• _What is being asked_
Using the listing that follows, filter out every line lacking the string "tunnel" and return the rest.

*** Task inputs Section Begins ***

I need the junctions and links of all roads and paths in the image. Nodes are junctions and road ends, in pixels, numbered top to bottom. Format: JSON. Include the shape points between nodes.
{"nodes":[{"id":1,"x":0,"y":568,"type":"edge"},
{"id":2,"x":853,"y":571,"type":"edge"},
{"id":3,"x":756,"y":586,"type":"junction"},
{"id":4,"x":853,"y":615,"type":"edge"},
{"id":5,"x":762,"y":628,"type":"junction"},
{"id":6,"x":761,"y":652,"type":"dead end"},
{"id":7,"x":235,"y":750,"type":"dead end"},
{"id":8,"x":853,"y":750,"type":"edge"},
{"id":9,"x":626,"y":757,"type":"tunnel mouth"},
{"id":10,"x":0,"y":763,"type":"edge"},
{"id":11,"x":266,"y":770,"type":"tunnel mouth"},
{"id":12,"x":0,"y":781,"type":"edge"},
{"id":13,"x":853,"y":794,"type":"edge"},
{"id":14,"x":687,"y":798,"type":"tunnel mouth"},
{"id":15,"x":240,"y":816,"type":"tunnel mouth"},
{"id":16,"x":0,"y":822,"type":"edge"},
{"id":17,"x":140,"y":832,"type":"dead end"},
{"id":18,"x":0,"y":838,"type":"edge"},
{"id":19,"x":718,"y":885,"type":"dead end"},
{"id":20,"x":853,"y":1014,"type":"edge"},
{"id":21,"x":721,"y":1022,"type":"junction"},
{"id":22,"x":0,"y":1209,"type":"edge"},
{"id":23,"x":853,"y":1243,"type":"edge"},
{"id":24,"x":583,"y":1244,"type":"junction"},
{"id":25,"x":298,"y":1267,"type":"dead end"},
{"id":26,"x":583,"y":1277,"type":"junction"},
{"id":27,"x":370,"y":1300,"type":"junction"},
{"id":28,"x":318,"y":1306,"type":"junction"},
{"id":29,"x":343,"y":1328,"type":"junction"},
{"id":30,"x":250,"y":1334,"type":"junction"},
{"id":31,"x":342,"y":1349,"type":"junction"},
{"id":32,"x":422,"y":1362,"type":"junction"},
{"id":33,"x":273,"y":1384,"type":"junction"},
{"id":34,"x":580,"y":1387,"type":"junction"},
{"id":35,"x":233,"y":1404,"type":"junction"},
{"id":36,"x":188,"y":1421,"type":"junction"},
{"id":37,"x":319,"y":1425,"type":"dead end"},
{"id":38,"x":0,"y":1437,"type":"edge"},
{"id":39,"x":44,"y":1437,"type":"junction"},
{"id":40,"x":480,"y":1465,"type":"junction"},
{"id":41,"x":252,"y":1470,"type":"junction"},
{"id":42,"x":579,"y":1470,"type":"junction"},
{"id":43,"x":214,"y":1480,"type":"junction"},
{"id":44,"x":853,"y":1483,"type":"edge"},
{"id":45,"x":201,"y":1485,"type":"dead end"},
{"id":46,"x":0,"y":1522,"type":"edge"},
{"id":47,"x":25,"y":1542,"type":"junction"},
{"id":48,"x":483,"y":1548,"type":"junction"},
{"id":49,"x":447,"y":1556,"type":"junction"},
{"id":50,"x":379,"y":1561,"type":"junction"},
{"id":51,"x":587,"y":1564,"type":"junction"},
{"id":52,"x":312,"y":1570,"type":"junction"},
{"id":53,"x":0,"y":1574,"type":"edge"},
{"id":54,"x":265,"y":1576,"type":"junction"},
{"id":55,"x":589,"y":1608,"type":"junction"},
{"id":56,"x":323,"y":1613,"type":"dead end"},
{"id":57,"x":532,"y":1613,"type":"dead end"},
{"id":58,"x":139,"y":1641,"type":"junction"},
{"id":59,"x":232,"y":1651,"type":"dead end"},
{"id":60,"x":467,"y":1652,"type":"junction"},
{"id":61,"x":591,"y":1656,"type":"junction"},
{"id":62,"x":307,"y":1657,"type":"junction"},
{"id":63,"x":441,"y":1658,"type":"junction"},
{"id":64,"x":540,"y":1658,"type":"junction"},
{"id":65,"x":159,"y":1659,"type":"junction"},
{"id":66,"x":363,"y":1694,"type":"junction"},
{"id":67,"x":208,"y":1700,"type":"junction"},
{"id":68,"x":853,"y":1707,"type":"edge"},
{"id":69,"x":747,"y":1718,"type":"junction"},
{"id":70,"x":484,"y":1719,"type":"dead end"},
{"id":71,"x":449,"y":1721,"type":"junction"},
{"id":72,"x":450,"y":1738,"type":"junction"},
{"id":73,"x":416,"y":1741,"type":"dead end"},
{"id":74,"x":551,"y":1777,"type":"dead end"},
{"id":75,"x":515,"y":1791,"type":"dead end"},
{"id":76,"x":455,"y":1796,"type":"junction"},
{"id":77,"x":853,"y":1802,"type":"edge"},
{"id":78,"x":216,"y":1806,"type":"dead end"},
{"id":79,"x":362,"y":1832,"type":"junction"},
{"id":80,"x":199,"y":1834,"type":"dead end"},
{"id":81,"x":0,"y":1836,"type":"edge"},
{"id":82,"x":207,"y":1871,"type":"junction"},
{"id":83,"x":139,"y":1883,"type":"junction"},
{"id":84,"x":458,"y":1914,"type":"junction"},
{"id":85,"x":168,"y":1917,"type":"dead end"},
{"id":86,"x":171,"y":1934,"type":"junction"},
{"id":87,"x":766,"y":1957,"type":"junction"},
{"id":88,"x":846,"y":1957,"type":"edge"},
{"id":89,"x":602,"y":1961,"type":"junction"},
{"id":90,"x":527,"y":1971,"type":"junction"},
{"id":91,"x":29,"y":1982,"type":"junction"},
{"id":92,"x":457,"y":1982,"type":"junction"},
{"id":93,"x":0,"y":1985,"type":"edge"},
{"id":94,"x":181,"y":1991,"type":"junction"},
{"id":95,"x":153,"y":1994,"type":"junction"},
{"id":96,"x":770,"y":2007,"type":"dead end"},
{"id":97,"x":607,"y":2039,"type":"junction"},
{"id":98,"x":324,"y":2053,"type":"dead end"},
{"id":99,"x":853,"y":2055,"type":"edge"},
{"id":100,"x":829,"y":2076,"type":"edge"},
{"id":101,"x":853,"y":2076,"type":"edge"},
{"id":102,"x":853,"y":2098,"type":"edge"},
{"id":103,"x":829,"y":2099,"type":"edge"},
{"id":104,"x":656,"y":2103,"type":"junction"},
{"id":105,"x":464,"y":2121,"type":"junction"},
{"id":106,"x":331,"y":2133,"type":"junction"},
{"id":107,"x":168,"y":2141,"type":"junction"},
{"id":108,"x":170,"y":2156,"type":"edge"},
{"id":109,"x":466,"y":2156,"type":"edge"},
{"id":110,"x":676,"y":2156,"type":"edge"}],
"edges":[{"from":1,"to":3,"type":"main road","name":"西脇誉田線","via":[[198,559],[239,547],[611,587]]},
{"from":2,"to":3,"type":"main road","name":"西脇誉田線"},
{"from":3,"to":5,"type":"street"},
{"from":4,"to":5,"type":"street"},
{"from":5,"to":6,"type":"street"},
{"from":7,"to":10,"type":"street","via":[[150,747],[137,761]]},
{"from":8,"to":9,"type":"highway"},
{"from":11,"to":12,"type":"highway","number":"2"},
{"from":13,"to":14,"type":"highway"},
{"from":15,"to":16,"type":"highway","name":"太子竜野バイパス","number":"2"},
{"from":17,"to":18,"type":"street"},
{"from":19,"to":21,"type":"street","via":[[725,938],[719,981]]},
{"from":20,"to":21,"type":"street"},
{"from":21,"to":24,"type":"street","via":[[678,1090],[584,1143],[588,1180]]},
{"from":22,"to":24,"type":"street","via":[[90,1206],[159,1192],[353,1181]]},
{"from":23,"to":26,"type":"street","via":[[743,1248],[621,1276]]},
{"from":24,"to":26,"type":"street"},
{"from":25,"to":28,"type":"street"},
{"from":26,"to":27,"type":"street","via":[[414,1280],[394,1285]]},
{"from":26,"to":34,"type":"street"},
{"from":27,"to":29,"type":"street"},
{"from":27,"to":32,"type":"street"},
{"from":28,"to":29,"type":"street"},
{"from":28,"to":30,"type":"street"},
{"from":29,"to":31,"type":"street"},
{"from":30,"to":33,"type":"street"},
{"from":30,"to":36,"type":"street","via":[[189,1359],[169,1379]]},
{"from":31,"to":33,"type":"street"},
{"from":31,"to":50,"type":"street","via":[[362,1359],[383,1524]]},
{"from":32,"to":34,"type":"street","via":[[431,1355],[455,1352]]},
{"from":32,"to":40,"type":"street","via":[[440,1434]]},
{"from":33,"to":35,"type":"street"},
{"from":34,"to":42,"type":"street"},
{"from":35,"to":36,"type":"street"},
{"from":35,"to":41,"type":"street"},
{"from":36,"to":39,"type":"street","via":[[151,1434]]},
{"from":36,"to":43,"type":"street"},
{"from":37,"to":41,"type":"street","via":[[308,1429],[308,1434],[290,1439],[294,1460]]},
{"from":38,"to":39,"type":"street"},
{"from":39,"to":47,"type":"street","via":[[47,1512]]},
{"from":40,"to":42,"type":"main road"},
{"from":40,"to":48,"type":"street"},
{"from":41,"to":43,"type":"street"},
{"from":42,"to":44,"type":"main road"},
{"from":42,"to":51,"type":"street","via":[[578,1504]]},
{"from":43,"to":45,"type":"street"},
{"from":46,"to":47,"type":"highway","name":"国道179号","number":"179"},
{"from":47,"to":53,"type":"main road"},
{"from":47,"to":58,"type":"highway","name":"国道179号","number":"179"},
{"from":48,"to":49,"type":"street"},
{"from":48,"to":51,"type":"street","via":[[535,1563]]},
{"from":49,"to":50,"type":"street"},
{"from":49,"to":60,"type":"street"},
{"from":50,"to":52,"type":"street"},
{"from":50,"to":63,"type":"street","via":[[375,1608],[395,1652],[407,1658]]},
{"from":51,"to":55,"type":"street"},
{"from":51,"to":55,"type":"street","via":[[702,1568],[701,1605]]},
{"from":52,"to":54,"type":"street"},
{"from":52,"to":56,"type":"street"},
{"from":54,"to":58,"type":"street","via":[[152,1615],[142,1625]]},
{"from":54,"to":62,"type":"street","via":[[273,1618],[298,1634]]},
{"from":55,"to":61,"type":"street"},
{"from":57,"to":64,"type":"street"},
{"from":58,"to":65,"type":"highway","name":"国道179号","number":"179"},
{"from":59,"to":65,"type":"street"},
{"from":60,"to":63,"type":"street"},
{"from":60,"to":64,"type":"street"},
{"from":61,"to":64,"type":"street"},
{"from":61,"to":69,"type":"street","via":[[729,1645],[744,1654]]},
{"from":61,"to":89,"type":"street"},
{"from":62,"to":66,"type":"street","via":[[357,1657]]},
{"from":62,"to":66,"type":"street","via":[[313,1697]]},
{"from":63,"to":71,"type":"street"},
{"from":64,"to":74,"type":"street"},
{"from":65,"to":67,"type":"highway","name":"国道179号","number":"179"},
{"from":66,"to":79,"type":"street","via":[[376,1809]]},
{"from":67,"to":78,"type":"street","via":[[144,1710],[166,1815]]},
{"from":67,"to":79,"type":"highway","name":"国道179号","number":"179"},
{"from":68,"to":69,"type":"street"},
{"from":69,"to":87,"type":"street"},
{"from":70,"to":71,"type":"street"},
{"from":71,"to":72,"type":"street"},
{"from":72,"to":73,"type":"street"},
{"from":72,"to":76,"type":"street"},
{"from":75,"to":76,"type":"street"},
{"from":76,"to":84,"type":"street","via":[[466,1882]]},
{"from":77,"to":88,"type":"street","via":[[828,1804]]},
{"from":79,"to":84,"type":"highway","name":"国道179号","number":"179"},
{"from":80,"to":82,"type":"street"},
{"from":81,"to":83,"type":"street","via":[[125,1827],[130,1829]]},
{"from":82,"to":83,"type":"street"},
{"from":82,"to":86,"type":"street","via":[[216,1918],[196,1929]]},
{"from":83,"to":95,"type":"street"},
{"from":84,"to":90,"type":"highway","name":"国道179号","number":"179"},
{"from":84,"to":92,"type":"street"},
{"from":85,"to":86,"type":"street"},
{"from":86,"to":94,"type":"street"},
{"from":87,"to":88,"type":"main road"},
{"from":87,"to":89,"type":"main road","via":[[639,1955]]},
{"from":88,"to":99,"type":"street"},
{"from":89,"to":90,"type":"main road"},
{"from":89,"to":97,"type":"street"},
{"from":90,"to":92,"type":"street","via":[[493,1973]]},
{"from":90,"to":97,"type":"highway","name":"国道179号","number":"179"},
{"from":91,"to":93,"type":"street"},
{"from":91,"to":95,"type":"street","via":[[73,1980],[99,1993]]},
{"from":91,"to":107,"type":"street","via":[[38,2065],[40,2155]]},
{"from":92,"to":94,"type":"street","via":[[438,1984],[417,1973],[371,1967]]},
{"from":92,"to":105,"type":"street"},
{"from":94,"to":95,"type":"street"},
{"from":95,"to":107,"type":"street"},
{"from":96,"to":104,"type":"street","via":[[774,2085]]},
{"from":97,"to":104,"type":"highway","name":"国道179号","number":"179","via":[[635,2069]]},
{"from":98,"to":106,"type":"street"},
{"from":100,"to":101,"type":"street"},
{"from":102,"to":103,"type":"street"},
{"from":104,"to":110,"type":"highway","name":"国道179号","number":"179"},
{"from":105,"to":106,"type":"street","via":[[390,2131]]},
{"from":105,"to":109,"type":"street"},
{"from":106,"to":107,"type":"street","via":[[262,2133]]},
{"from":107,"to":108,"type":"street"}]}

*** Task inputs Section Ends ***

• _Solution to this problem_
{"id":9,"x":626,"y":757,"type":"tunnel mouth"},
{"id":11,"x":266,"y":770,"type":"tunnel mouth"},
{"id":14,"x":687,"y":798,"type":"tunnel mouth"},
{"id":15,"x":240,"y":816,"type":"tunnel mouth"},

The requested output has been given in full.